Failure to do so could mean charges against one or more Swiss banks, including Credit Suisse Group, according to the SonntagsZeitung and NZZ am Sonntag newspapers.
SonntagsZeitung reported it had obtained a copy of a letter sent to senior Swiss diplomat Michael Ambuehl by U.S. Deputy Attorney General James Cole on Aug. 31, demanding to know how many Americans may have avoided paying taxes by hiding money in Swiss banks.
The newspaper cited unnamed Swiss officials familiar with the case as saying Washington wants details on the number of Americans who had accounts containing more than $50,000 with Credit Suisse, Julius Baer, Bank Wegelin, Zuercher Kantonalbank and Basler Kantonalbank between 2002 and 2010.

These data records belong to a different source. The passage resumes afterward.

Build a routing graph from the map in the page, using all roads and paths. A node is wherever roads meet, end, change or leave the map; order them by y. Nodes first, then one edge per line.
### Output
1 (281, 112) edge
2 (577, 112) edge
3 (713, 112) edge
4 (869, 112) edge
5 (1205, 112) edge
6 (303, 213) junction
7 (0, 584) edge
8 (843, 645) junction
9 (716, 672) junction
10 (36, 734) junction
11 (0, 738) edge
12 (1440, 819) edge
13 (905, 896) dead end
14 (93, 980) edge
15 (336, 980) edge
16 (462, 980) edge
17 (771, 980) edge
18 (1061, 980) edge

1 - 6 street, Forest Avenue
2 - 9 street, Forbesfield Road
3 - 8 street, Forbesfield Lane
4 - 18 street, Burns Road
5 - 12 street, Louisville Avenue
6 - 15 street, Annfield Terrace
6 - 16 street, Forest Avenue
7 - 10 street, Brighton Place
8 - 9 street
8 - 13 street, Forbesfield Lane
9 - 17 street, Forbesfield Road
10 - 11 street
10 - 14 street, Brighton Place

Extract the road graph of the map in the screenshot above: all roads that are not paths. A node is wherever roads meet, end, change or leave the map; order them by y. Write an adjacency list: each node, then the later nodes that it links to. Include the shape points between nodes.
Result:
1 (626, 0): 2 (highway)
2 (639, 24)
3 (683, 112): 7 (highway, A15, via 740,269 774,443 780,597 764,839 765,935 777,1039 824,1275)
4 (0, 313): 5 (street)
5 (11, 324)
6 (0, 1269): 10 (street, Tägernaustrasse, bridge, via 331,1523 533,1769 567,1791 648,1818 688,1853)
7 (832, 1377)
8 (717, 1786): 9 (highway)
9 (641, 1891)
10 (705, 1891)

The U.S. Embassy in Bern referred queries to a Justice Department spokesman, who couldn't immediately be reached Sunday.
Mario Tuor, a spokesman for the Swiss Finance Ministry, declined to comment on the letter.
Zurich weekly NZZ am Sonntag described the U.S. ultimatum as a "massive escalation" in the simmering dispute between Washington and Bern over tax evasion.
Two years ago, Swiss bank UBS AG was forced to hand over the names of thousands of American account holders and pay a $780 million fine, in a landmark case that rattled Switzerland's storied tradition of banking secrecy. The Swiss government has since signed agreements with several countries including Germany and Britain to provide greater assistance to foreign tax authorities seeking information on their citizens' accounts in the Alpine nation.
Swiss lawmakers are due to approve a revised tax agreement with the U.S. this fall.